Within the listing below, how many lines hold "Gartenstraße"? Reply with that number and no other text.

::::

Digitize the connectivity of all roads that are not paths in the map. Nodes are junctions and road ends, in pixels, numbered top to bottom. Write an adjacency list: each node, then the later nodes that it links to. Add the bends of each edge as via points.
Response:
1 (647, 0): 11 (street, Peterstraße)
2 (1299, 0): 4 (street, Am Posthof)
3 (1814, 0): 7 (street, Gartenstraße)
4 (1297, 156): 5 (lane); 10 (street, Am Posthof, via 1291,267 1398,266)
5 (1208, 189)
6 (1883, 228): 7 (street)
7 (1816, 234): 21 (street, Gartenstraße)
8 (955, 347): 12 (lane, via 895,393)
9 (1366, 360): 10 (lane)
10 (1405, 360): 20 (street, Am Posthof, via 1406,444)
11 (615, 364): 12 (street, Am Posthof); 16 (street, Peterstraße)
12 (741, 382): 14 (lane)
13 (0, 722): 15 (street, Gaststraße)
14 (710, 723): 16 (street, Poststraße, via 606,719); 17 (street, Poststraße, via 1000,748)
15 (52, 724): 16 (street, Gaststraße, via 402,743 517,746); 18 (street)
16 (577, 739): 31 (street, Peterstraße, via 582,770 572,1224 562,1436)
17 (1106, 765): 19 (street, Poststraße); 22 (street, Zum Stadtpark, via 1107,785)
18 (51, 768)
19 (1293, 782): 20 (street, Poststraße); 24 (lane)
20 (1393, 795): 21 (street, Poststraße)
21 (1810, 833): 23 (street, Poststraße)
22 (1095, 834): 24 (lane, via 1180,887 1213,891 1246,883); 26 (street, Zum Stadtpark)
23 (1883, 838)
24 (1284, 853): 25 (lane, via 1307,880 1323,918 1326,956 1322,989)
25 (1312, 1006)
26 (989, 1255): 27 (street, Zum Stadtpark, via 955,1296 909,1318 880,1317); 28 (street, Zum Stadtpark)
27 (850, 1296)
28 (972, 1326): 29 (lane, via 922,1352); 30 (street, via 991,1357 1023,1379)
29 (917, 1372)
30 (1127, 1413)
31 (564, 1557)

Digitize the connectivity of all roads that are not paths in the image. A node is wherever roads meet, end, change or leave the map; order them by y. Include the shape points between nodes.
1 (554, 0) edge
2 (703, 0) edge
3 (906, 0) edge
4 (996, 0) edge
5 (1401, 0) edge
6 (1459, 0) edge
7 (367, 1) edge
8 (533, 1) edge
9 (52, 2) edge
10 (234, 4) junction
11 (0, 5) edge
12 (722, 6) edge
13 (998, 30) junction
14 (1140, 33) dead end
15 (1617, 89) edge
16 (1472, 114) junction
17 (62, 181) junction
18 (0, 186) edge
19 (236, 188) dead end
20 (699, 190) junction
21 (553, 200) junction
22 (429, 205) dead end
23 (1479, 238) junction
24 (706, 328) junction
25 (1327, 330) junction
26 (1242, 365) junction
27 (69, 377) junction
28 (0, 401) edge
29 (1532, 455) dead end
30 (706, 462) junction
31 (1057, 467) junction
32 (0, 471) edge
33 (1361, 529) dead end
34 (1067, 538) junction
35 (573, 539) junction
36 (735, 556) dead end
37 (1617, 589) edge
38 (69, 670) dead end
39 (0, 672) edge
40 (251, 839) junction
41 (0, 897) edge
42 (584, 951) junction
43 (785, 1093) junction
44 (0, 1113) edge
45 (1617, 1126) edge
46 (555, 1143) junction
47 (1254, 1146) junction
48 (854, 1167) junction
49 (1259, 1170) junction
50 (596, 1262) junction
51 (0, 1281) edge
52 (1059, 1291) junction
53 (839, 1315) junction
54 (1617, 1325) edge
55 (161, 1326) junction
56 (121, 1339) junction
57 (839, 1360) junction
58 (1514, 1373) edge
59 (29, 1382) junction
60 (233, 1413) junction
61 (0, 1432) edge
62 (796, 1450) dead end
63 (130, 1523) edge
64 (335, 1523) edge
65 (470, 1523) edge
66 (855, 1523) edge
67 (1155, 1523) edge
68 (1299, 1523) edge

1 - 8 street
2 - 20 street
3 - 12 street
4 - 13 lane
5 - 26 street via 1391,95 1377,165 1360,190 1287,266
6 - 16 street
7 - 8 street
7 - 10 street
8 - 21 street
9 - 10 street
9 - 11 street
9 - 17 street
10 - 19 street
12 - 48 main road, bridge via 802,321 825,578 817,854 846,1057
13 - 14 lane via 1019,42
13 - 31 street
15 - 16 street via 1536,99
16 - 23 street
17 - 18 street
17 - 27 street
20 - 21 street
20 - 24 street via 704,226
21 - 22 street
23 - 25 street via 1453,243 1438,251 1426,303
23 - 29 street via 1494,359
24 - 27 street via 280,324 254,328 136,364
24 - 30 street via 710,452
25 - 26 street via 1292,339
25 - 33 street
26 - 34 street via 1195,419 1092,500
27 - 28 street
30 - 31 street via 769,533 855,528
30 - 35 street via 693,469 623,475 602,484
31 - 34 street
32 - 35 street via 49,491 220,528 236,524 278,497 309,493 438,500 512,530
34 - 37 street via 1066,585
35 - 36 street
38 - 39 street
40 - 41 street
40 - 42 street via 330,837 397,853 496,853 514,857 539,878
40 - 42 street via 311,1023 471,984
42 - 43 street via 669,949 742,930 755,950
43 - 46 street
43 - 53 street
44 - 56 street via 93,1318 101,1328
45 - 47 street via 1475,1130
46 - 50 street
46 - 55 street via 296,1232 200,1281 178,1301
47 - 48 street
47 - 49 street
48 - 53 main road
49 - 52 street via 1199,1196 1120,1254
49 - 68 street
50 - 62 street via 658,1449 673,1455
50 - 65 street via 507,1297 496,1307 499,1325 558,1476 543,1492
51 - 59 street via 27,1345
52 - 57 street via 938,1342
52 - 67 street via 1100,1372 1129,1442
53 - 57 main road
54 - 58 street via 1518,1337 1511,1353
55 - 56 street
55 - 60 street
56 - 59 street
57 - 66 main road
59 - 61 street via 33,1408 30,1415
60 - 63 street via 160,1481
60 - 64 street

::::

Solved exercise >> 2